La cena, único rato en el que la
familia al completo aparece junta que no unida; momento en el que resulta forzado
mirarse de frente, hablarse a la cara.
Me detengo en un fotograma concreto,
cuando ya hemos visto bien la cara y la actitud de la mujer protagonista, Olive
Kitteridge (espléndida Frances McDormand) frente a su esposo Henry Kitteridge
(espléndido Richard Jenkins).
Olive se levanta a fregar su
plato para zanjar una discusión, es su manera de expresar disconformidad,
pesar, rabia y no sé si también odio, aunque quiero creer que no; da la espalda
a quien se sienta a cenar frente a ella cada noche y la incomoda hasta lo
insoportable, pero lo calla. Si no lo mira
ni lo ve, no existe; quizás lo que ella desea muchas veces a lo largo del día.
Siempre evita mirarlo cuando él hace algo amable o le muestra una brizna de
cariño con temor a soliviantarla, pero ella es escurridiza y no ve la cara de
él que transmite la tristeza del que se siente apartado, ninguneado e invisible.
Ella sólo lo mira fijamente con saña y con el reproche de la que aborrece
su vida y culpa a la otra parte de su desdicha.
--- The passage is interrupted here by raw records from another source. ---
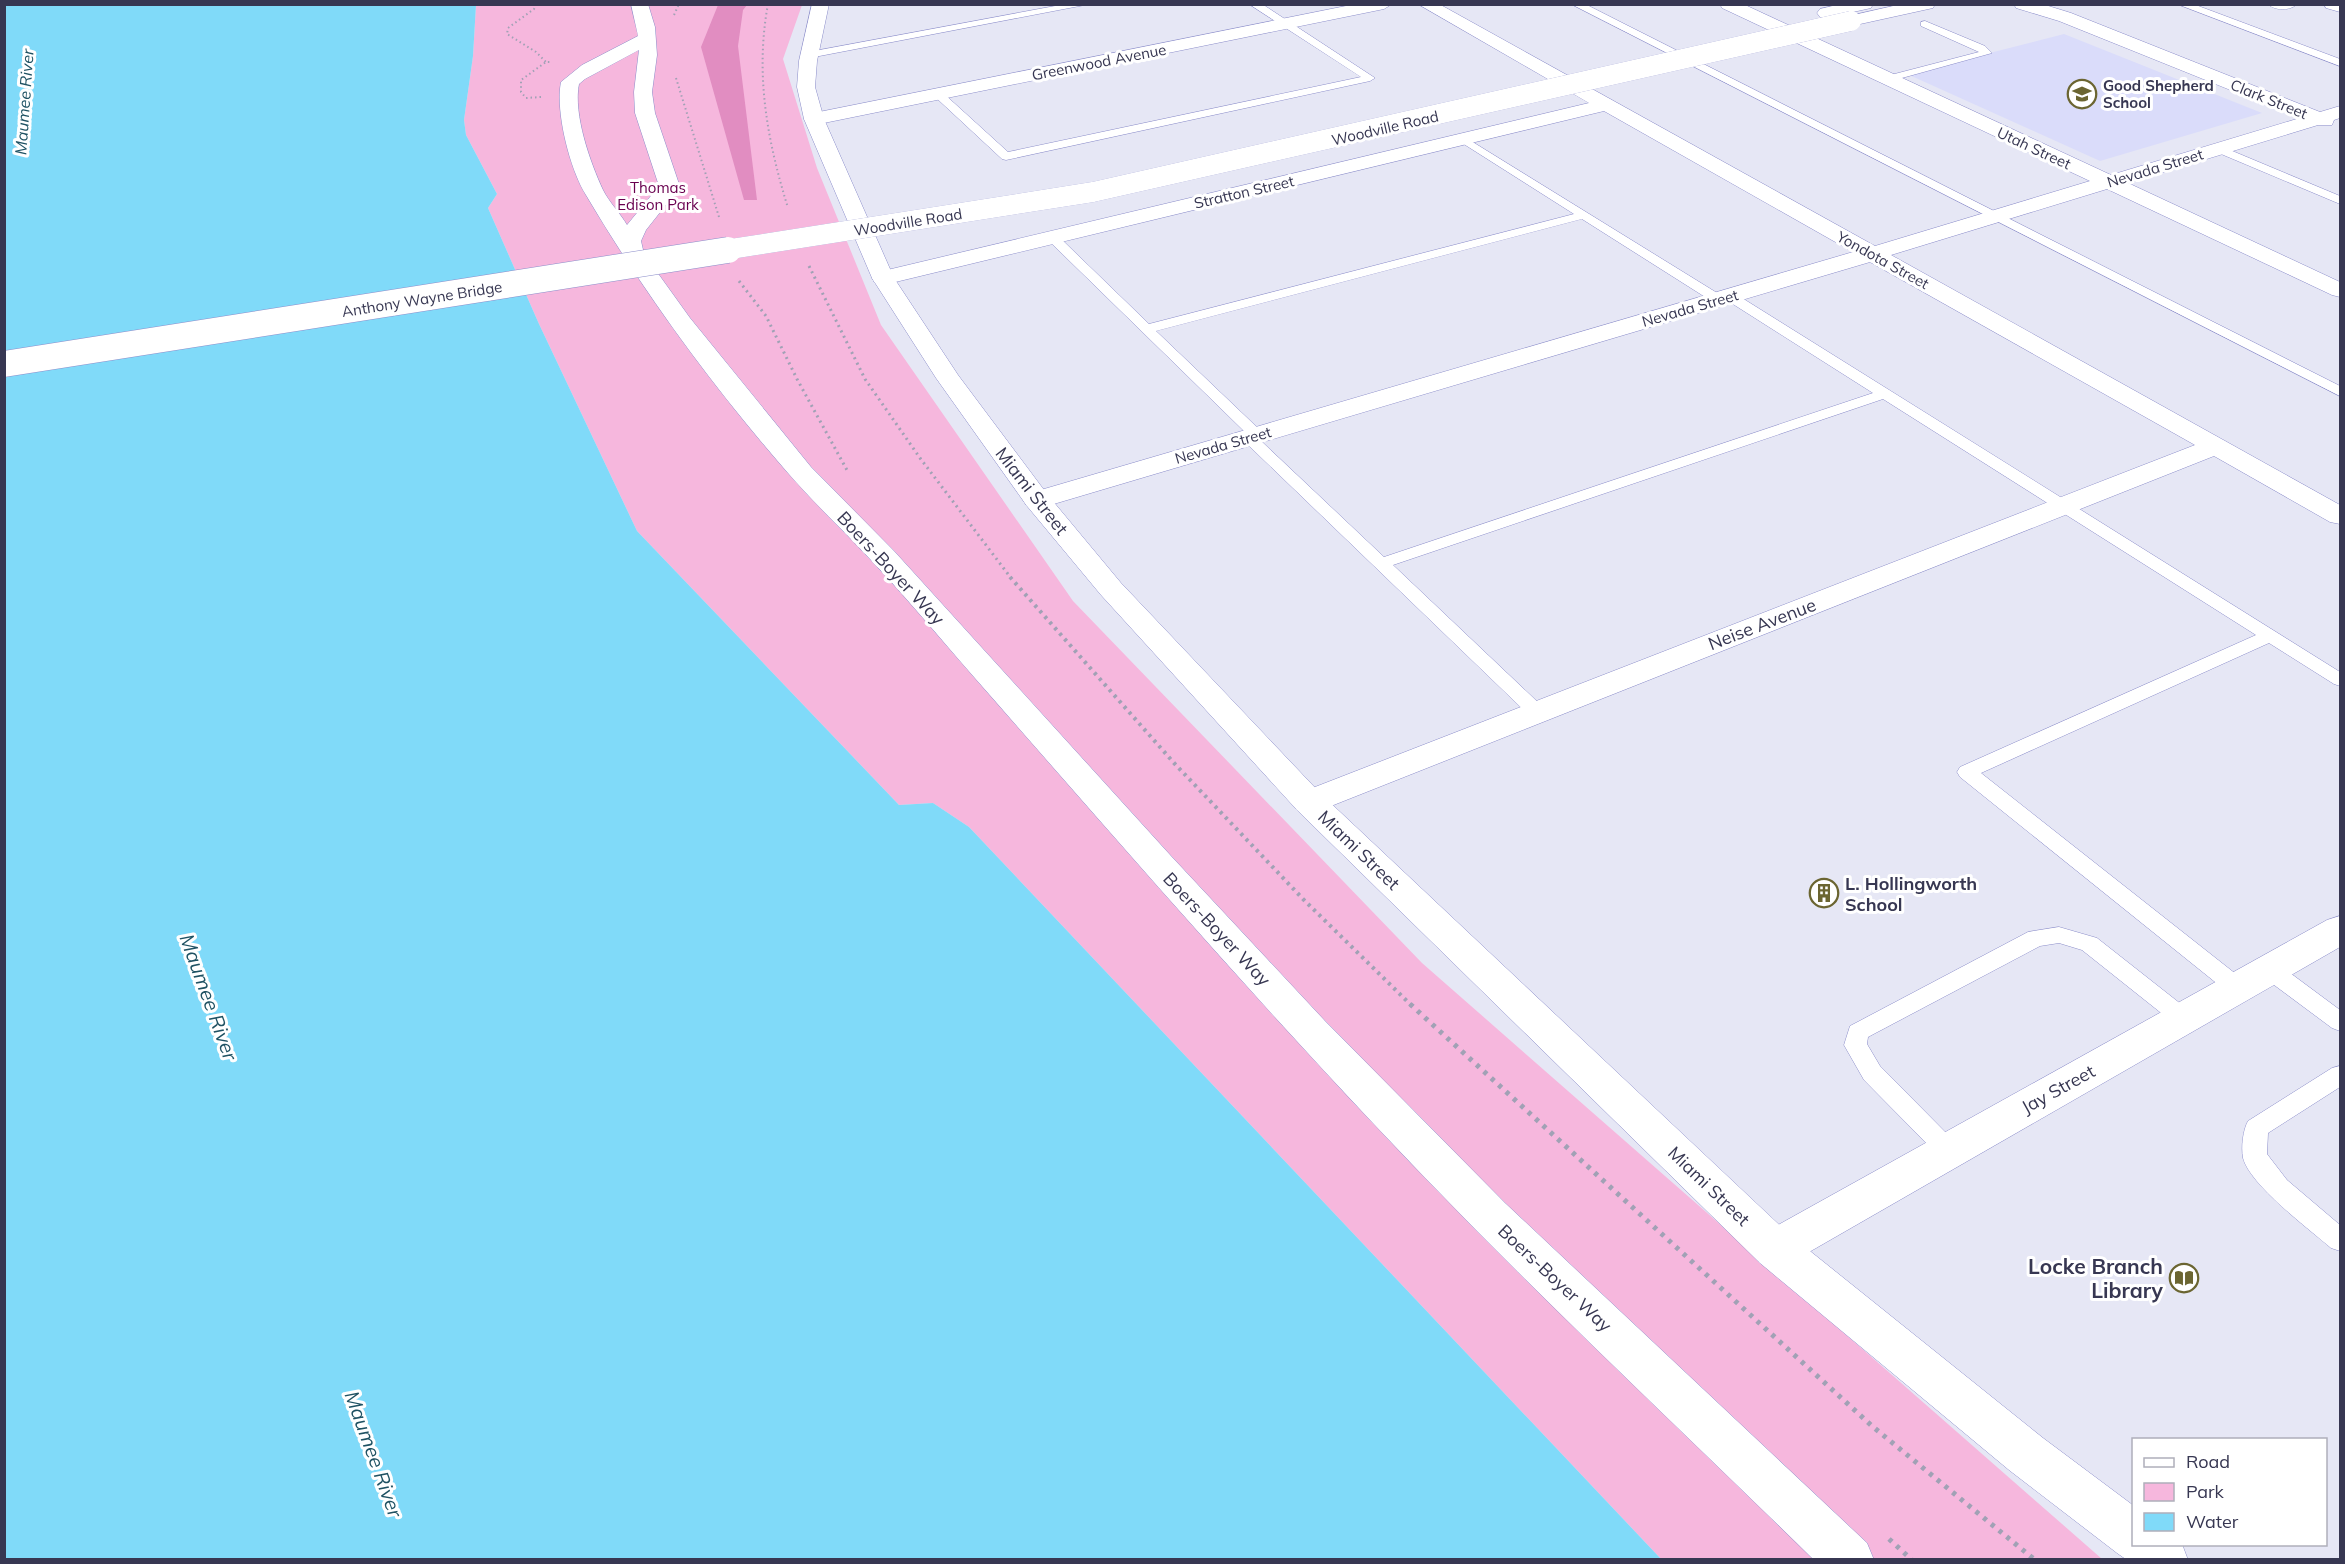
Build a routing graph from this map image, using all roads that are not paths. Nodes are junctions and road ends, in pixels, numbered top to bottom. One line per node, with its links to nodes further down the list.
1 (639, 4): 20 (street)
2 (821, 4): 21 (street, Miami Street)
3 (1085, 4): 21 (lane)
4 (1254, 4): 18 (lane)
5 (1384, 4): 18 (street, Greenwood Avenue)
6 (1426, 4): 25 (street, Yondota Street)
7 (1576, 4): 35 (lane)
8 (1728, 4): 23 (street, Utah Street)
9 (1865, 4): 36 (street, Woodville Road)
10 (1927, 4): 36 (street, Woodville Road, bridge)
11 (2022, 4): 17 (street, Clark Street)
12 (2182, 4): 22 (lane)
13 (2276, 4): 14 (street)
14 (2289, 4)
15 (2332, 4): 16 (street)
16 (2340, 8)
17 (2060, 11): 27 (street, Clark Street)
18 (1285, 24): 24 (street, Greenwood Avenue); 24 (lane)
19 (1925, 24): 23 (lane)
20 (647, 38): 38 (street); 38 (street, Boers-Boyer Way)
21 (809, 55): 28 (street, Miami Street)
22 (2340, 63)
23 (1887, 79): 32 (street, Utah Street)
24 (938, 94): 28 (street, Greenwood Avenue)
25 (1606, 105): 30 (street, Stratton Street); 39 (street, Yondota Street)
26 (2340, 112): 27 (street, Nevada Street)
27 (2318, 118): 29 (street, Clark Street); 31 (street, Nevada Street)
28 (813, 119): 40 (street, Miami Street)
29 (2340, 127)
30 (1463, 139): 34 (lane); 37 (street, Stratton Street)
31 (2218, 149): 32 (street, Nevada Street); 33 (lane)
32 (2108, 182): 35 (street, Nevada Street); 41 (street, Utah Street)
33 (2340, 200)
34 (1584, 215): 42 (lane); 43 (lane)
35 (1996, 216): 39 (street, Nevada Street); 46 (lane)
36 (833, 226): 44 (street, Anthony Wayne Bridge); 45 (street, Anthony Wayne Bridge, bridge)
37 (1052, 238): 40 (street, Stratton Street); 43 (lane)
38 (633, 254): 68 (street, Boers-Boyer Way)
39 (1872, 254): 42 (street, Nevada Street); 49 (street, Yondota Street)
40 (883, 278): 50 (street, Miami Street)
41 (2340, 290)
42 (1724, 298): 47 (lane); 48 (street, Nevada Street)
43 (1146, 328): 48 (lane)
44 (4, 348)
45 (4, 364)
46 (2340, 392)
47 (1884, 394): 51 (lane); 53 (lane)
48 (1253, 436): 50 (street, Nevada Street); 53 (lane)
49 (2216, 446): 51 (street, Neise Avenue); 52 (street, Yondota Street)
50 (1037, 500): 57 (street, Miami Street)
51 (2063, 506): 54 (lane); 56 (street, Neise Avenue)
52 (2340, 516)
53 (1383, 563): 56 (lane)
54 (2270, 636): 55 (lane); 59 (lane)
55 (2340, 680)
56 (1537, 712): 57 (street, Neise Avenue)
57 (1309, 802): 65 (street, Miami Street)
58 (2340, 930): 59 (street, Jay Street)
59 (2254, 979): 60 (street, Jay Street); 61 (lane)
60 (2183, 1018): 63 (street, Jay Street); 63 (lane)
61 (2340, 1022)
62 (2337, 1082): 64 (lane)
63 (1948, 1151): 65 (street, Jay Street)
64 (2340, 1240)
65 (1775, 1249): 66 (street, Miami Street)
66 (2132, 1535)
67 (2146, 1546): 69 (street)
68 (1850, 1560)
69 (2164, 1560)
Le quita el plato y él sólo acierta a decirle que aún no ha terminado, y nos decantamos por Henry, ahí nos tiene ganados.
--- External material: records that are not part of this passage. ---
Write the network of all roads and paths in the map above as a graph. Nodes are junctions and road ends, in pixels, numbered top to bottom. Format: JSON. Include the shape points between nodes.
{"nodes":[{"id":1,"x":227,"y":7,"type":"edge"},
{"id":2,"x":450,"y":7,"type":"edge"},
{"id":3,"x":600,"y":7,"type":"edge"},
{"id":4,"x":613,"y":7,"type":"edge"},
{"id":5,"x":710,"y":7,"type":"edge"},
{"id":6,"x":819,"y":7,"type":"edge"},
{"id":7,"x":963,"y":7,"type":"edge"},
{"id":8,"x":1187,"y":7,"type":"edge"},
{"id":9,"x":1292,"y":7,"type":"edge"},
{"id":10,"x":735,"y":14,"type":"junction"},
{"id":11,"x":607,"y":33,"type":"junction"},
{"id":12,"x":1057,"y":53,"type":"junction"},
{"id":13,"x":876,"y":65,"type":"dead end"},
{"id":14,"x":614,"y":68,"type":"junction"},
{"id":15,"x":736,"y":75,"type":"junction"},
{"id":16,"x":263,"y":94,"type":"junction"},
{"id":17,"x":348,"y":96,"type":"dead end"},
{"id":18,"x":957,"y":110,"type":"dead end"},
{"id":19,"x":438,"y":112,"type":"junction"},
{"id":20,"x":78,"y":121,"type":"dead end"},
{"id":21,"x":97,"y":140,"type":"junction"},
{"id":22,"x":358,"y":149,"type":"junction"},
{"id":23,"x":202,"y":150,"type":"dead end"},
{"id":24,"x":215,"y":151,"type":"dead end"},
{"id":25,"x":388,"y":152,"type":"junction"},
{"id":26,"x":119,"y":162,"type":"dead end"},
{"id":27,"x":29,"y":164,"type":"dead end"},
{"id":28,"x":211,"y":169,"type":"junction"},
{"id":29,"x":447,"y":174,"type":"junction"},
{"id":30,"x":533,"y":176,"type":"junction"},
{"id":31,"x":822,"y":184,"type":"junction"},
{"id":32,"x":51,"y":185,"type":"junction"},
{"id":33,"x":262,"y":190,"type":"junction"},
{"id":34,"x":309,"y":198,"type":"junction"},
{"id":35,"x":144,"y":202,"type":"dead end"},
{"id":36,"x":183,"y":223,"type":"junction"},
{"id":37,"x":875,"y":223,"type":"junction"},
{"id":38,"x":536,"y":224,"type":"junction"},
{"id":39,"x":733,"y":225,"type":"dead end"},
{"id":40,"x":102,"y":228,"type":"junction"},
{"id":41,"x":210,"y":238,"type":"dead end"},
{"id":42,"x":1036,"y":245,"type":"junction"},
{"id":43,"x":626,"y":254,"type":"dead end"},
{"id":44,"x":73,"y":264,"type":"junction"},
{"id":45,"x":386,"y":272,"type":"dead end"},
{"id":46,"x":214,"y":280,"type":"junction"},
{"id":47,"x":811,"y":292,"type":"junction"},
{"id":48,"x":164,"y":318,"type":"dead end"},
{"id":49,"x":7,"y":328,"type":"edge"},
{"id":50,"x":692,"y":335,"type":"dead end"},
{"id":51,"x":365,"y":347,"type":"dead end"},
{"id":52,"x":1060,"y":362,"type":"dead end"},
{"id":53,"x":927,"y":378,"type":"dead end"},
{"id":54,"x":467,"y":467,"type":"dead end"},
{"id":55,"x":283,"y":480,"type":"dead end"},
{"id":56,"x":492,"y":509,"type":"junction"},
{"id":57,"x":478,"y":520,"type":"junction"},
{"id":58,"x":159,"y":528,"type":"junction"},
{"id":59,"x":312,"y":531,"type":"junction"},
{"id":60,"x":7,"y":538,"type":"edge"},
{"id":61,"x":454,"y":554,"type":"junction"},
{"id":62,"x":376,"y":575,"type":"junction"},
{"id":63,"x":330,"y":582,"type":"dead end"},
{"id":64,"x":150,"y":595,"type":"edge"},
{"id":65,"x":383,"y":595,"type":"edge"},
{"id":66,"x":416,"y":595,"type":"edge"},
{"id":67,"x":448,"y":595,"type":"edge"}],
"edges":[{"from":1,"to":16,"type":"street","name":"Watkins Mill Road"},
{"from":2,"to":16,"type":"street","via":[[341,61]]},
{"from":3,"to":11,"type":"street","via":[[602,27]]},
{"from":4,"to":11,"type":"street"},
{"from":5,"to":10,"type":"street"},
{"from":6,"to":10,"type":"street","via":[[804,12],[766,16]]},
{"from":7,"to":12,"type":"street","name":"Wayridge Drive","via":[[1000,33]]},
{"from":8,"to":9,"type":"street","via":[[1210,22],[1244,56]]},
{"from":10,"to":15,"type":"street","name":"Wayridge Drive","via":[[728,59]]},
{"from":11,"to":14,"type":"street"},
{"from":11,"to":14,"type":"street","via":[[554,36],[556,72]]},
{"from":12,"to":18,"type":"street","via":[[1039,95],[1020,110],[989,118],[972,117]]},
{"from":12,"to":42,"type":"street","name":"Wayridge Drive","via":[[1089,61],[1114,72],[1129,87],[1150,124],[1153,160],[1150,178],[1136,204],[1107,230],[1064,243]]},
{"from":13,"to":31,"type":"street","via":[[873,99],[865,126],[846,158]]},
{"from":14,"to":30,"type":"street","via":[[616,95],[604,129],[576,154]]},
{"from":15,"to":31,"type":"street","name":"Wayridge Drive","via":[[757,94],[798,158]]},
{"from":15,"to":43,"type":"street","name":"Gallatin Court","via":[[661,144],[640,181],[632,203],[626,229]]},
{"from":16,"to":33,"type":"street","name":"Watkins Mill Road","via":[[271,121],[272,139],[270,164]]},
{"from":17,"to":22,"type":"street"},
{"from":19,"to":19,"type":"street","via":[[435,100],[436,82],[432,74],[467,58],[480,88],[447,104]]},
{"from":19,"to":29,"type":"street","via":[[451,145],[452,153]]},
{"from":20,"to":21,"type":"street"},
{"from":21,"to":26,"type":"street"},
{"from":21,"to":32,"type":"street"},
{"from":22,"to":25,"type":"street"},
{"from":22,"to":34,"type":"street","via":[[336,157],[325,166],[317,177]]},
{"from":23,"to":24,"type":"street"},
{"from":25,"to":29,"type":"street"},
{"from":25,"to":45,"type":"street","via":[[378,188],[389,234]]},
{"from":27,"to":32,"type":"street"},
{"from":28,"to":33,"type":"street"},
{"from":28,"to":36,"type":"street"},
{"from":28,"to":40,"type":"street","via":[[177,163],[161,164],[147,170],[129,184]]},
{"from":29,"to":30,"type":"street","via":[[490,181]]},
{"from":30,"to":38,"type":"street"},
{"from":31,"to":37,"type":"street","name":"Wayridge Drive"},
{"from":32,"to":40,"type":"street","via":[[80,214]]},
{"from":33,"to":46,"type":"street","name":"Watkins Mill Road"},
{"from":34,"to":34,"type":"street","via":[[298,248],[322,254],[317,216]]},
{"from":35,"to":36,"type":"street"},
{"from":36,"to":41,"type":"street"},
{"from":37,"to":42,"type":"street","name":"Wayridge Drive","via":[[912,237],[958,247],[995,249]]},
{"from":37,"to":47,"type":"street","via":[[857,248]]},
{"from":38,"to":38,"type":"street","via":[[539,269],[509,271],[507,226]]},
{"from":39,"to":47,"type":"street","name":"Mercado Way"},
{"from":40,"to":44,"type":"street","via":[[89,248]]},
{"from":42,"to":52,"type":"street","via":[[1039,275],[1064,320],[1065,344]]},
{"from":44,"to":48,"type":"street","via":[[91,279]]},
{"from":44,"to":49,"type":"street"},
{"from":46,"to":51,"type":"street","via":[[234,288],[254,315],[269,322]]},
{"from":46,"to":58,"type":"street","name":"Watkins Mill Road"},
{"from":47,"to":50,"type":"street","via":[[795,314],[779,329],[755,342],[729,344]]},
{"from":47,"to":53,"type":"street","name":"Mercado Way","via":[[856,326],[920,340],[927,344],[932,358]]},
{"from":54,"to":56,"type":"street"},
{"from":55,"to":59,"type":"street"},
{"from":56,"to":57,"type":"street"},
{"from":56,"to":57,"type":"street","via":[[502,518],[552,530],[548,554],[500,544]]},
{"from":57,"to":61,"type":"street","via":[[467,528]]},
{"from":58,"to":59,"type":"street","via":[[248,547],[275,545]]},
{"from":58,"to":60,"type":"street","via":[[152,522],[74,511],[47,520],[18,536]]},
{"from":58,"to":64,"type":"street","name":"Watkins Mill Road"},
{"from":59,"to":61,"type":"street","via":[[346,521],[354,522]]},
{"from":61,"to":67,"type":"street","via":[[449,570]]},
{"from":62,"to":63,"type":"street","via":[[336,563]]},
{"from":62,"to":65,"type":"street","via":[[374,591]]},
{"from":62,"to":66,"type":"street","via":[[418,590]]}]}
Acabamos idealizando lo que no
tenemos y nos remueve el estómago, lo prohibido, lo que no puede ser, es más tentador y excitante.
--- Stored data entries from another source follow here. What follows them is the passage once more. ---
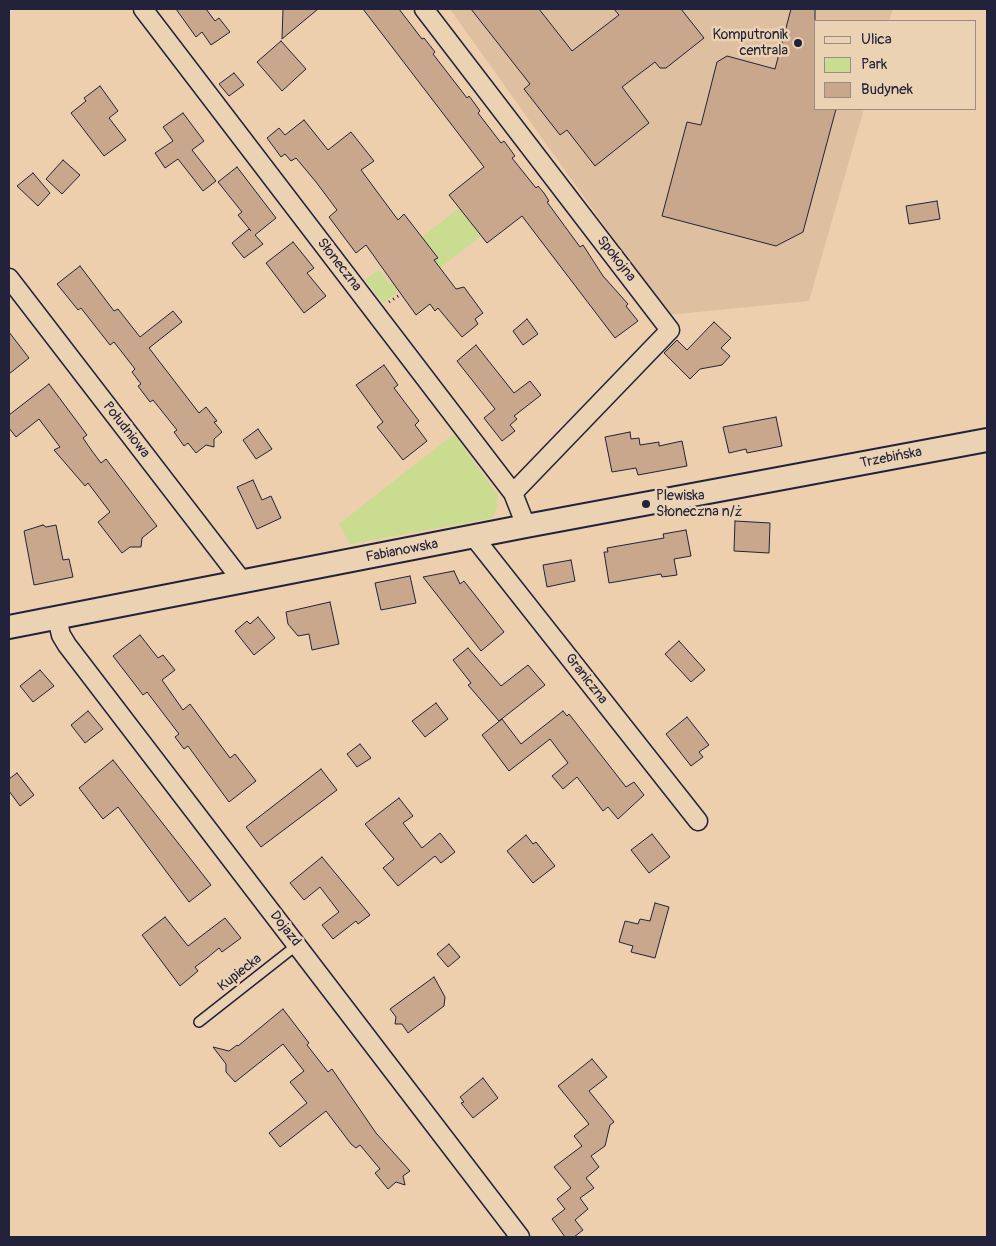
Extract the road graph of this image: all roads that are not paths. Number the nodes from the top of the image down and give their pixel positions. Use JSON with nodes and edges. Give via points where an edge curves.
{"nodes":[{"id":1,"x":143,"y":9,"type":"edge"},
{"id":2,"x":424,"y":9,"type":"edge"},
{"id":3,"x":9,"y":278,"type":"edge"},
{"id":4,"x":987,"y":440,"type":"edge"},
{"id":5,"x":795,"y":476,"type":"joint"},
{"id":6,"x":513,"y":492,"type":"junction"},
{"id":7,"x":526,"y":526,"type":"junction"},
{"id":8,"x":474,"y":536,"type":"junction"},
{"id":9,"x":243,"y":582,"type":"junction"},
{"id":10,"x":57,"y":618,"type":"junction"},
{"id":11,"x":9,"y":627,"type":"edge"},
{"id":12,"x":698,"y":821,"type":"dead end"},
{"id":13,"x":297,"y":944,"type":"junction"},
{"id":14,"x":199,"y":1022,"type":"dead end"},
{"id":15,"x":520,"y":1237,"type":"edge"}],
"edges":[{"from":1,"to":6,"type":"street","name":"Słoneczna"},
{"from":2,"to":6,"type":"street","name":"Spokojna","via":[[670,330]]},
{"from":3,"to":9,"type":"street","name":"Południowa"},
{"from":4,"to":5,"type":"street","name":"Trzebińska"},
{"from":5,"to":7,"type":"street","name":"Fabianowska"},
{"from":6,"to":7,"type":"street","name":"Słoneczna"},
{"from":7,"to":8,"type":"street","name":"Fabianowska"},
{"from":8,"to":9,"type":"street","name":"Fabianowska"},
{"from":8,"to":12,"type":"street","name":"Graniczna"},
{"from":9,"to":10,"type":"street","name":"Fabianowska"},
{"from":10,"to":11,"type":"street","name":"Fabianowska"},
{"from":10,"to":13,"type":"street","name":"Dojazd","via":[[67,645]]},
{"from":13,"to":14,"type":"lane","name":"Kupiecka"},
{"from":13,"to":15,"type":"street","name":"Dojazd"}]}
Ollie se gira hacia el fregadero,
y ahí, a su derecha el detergente JOY, irónico nombre (alegría) para una rutina
tan dolorosa, donde los gestos más comunes como servir la cena o beber de la
taza parecen hechos con pesar, como cuando suspiras sin tener nada que hacer
por arreglarlo, suspiras y ya, no te queda más.
No veo alegría por ningún lado,
incluso las pocas flores que crecen en la tierra mojada de la entrada parecen
tristes, cualquier atisbo de corazón, amabilidad por parte de Henry es cortado
de raíz, lavado con jabón por ella, restregado con saña e ironía muy borde.
Resulta curioso que, durante la
cena-elevada a discusión, cuando ella aparece en plano con el fregadero y el
ventanal a su espalda, en ningún momento se vea la botella de detergente, ella
la tapa con su cabeza; sólo hay alegría (sutil) y sonrisa en su cara por los
poemas recitados y el cigarrillo compartido. Más allá de eso, todo es desdén y
frialdad matemática.
Olive Kitteridge es una miniserie
inmensa y demoledora sobre vidas simples y anónimas donde cada gesto, cada
movimiento expresa con amplitud.
Una Serie de detalles, de muchos
detalles, de palabras no pronunciadas; hilada con elegancia e inteligencia por Lisa
Cholodenko, y con un reparto excepcional. Un premio Pulitzer llevado a la pequeña pantalla con maestría por un equipo sensacional. Un ejercicio cinematográfico de
nivel para ver, y volver a ver, y a ver…
HBO, caballo ganador.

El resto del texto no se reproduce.